When I turned 28, I had a meltdown.
I cried to my best friend, complaining about all the things I didn’t have and vented about where I thought I should be at this point in my life.
According to my plans, I should have been married and working on having a baby. I should have owned my own home and had a job making a lot of money … all before the age of 30.
Instead, I had none of those things and my lack of the “American Dream” was ever present in my mind.
Things started to look up though when I turned 29. I didn’t have everything on my “list” but at least I was now engaged to be married and was sure that the rest would soon follow – that is until I was blindsided by some devastating news that ended my engagement.
My American dream was now a nightmare and if the saying, “We plan, God laughs,” is true then God was rolling around on heaven’s floor cracking up at me!

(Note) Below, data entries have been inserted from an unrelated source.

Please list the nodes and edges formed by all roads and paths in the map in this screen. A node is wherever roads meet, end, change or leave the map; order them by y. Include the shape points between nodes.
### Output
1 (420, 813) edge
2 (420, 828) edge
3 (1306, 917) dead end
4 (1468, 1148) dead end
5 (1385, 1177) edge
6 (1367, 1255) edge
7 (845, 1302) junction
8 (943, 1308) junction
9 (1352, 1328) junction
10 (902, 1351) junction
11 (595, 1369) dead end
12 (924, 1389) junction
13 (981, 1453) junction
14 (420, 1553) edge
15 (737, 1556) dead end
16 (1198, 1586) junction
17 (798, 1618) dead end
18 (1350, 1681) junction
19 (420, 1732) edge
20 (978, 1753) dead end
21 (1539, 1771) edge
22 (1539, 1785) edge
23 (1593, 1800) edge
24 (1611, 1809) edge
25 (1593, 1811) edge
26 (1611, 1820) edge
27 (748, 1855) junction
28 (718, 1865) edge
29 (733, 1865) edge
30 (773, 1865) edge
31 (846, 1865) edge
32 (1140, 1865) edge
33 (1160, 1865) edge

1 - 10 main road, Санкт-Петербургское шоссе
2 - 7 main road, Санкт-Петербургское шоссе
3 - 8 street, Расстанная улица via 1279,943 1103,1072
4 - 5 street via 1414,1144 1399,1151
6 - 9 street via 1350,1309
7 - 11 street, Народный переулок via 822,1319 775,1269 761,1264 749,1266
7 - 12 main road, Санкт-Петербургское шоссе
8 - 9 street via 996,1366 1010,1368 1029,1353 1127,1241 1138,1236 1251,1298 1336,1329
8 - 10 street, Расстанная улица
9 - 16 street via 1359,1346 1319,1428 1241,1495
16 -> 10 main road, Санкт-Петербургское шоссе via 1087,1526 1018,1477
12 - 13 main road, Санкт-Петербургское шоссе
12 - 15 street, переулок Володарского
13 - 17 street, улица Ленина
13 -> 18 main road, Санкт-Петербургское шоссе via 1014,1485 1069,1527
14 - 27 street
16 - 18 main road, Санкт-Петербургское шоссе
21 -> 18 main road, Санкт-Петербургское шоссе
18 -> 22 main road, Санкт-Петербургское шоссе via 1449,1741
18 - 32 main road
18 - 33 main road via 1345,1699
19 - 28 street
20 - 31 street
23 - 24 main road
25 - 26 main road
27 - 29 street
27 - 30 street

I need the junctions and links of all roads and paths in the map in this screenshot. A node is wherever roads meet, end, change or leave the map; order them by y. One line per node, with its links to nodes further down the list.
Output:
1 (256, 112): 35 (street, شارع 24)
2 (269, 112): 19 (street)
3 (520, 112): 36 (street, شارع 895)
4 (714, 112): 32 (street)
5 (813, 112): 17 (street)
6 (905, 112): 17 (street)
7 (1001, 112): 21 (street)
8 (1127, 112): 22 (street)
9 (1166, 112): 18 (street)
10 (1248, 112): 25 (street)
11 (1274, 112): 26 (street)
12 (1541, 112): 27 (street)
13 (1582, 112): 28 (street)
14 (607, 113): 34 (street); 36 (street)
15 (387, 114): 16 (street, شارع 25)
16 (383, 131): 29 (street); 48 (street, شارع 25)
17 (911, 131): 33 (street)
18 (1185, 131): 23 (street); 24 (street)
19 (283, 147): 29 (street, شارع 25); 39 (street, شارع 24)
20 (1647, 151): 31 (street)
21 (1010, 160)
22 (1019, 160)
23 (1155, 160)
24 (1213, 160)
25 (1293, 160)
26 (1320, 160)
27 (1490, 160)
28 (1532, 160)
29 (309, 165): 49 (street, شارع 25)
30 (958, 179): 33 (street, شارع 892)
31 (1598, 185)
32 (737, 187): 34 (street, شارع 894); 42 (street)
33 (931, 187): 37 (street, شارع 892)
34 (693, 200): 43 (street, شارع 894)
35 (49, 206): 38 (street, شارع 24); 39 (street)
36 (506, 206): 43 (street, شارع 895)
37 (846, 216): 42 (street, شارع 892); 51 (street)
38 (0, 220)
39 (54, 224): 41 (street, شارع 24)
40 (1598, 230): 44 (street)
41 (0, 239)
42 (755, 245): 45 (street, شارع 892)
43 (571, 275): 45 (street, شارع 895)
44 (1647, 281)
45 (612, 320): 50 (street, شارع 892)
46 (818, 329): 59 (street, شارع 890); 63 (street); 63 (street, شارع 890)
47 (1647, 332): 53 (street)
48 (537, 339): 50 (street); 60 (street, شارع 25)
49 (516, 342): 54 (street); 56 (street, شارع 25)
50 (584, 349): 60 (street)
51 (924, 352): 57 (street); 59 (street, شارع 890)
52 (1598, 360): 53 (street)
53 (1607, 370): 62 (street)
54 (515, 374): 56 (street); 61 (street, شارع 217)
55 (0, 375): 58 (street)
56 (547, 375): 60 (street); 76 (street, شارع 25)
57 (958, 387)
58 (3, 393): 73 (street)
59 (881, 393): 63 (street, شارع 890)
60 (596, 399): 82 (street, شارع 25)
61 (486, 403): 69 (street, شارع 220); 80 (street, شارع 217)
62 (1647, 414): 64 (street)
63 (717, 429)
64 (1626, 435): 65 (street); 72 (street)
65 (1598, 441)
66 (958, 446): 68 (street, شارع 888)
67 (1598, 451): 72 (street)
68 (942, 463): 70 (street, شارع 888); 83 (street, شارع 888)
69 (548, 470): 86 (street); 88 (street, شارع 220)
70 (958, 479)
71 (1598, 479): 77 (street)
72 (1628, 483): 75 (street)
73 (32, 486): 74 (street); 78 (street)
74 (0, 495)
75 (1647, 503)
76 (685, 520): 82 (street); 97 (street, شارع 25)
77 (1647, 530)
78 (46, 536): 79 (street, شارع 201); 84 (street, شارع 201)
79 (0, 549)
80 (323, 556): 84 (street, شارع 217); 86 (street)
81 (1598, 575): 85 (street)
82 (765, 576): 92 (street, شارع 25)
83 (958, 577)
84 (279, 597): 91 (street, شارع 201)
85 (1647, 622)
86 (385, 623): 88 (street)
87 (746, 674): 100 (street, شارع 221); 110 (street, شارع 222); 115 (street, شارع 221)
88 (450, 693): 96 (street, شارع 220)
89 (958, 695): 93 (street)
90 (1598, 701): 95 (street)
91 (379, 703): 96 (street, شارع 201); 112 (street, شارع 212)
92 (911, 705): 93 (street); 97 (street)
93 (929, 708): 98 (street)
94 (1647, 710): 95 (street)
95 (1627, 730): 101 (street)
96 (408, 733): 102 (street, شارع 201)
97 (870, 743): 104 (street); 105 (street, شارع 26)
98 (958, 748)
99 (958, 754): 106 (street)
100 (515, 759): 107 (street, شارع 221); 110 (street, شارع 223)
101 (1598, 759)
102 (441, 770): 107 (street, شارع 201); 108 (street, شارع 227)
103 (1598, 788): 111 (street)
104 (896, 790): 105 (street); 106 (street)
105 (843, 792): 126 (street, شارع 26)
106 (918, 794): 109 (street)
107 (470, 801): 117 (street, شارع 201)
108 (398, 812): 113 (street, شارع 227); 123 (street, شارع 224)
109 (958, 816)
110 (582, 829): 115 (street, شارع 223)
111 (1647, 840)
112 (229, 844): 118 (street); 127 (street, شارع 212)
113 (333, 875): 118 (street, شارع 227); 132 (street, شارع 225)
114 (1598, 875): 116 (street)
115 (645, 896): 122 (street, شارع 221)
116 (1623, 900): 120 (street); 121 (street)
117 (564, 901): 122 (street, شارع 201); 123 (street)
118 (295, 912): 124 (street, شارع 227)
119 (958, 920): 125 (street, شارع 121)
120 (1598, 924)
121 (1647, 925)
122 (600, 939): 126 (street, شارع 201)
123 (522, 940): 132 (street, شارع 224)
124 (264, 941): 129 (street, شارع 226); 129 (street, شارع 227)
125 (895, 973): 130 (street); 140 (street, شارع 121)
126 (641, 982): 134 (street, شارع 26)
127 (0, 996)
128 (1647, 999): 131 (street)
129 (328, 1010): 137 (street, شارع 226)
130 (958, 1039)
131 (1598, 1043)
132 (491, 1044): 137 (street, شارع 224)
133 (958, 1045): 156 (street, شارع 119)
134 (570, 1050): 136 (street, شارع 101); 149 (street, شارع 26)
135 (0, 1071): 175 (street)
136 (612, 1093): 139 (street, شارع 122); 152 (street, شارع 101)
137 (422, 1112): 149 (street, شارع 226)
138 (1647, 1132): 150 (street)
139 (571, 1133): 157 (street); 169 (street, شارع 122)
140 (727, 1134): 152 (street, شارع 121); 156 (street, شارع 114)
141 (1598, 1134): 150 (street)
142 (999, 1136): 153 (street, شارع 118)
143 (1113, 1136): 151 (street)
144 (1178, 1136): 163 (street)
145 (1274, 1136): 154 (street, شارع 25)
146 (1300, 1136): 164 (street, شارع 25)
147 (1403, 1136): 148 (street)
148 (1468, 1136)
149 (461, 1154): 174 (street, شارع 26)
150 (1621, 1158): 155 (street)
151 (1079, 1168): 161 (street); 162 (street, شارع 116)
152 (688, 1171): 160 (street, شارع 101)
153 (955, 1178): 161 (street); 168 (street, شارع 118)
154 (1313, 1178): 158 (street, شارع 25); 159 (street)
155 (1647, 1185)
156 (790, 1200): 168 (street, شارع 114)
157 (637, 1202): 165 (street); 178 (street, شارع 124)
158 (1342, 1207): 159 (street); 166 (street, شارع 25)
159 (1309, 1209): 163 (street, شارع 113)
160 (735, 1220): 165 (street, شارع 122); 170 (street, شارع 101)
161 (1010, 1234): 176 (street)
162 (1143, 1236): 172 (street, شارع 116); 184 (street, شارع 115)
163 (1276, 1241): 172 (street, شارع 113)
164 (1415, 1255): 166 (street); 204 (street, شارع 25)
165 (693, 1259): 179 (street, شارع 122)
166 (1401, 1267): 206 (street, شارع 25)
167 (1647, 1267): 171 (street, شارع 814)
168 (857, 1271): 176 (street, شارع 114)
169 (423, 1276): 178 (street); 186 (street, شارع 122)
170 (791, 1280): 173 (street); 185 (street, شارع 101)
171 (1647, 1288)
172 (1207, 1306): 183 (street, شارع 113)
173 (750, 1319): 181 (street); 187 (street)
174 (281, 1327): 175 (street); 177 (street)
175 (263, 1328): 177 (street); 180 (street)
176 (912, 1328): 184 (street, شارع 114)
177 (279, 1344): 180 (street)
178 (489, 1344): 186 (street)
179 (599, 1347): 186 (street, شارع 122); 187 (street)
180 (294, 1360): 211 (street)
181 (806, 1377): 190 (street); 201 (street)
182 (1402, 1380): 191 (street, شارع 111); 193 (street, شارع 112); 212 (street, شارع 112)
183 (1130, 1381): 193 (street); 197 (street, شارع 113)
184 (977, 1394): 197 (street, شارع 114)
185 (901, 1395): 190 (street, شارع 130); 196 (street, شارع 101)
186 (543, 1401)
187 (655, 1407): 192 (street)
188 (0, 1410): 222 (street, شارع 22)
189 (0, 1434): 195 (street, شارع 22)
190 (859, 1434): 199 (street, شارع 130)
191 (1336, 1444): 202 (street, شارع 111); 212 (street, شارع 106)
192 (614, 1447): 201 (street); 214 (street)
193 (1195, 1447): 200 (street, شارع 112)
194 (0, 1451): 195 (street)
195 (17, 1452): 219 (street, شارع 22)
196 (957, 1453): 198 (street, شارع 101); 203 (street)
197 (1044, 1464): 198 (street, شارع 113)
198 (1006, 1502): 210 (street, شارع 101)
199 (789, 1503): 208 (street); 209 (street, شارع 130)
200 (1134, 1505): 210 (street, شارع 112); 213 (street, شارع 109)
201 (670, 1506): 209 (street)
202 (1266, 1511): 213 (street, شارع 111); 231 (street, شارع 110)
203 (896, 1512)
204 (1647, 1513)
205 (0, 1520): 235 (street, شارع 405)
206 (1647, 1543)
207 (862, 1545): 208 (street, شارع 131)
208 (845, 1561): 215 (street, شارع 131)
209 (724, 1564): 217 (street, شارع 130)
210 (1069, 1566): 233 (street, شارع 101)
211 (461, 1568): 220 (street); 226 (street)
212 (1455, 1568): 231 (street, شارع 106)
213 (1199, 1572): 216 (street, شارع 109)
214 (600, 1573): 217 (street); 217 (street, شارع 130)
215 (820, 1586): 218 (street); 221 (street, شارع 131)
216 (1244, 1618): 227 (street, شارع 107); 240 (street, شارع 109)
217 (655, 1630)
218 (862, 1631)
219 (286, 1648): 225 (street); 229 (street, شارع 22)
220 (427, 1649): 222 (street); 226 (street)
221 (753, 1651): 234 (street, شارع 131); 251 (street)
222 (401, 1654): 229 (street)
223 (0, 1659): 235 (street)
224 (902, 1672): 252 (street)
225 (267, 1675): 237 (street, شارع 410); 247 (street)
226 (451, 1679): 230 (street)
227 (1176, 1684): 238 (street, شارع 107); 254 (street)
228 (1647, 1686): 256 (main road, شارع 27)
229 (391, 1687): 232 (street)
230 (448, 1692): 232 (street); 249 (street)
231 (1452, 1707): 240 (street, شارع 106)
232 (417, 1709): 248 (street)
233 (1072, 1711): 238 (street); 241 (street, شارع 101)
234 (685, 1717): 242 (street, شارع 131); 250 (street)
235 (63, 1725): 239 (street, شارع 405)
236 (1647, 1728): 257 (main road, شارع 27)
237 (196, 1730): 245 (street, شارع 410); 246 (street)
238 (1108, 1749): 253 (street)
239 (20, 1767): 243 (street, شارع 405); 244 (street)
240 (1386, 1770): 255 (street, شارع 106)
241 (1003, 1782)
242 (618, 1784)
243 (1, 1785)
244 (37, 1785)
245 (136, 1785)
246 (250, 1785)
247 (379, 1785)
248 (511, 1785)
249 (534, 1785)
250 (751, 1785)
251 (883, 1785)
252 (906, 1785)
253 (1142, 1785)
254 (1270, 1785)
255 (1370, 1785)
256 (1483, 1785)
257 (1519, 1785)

In the midst of all of my turmoil a peace came over me that went beyond my comprehension and I continued to worship the God of my salvation. I felt like Job.
“The Lord gave and the Lord has taken away; blessed be the name of the Lord!” Job 1:21
All of a sudden, I wasn’t so pressed to have the things I thought I should have before turning 30. My heart became overwhelmingly grateful that God’s thoughts and ways are not like my own and that His plans for my life far exceed anything I could ever imagine.
“For I know the thoughts that I think toward you, saith the Lord, thoughts of peace, and not of evil, to give you an expected end.” Jeremiah 29:11
Today, I turn 30 and I am excited about it! I’m walking into this new decade of life with open arms – embracing all that God has for me. Instead of pouting over a dream the world says I should have, I’m thankful that God wrecked my world because I am now living His dream – a life that’s lost in Him.
"For whoever wishes to save his life will lose it; but whoever loses his life for My sake will find it.” Matthew 16:25
I didn’t know that in the year I turned 30, God would call me to give up everything I’ve ever known to follow Him. But because of my obedience, He’s given me all that I wanted and more. He turned my mourning into dancing, my sorrow to joy. He is my bridegroom, I am His bride and His Spirit has given birth to my spirit. He is the chief cornerstone in the foundation of my spiritual house and in due season He promises that I will reap the harvest of my labor, if I faint not.
So I say goodbye to my twisted twenties and hello to my thriving thirties!
Will you join me in celebrating my day of birth?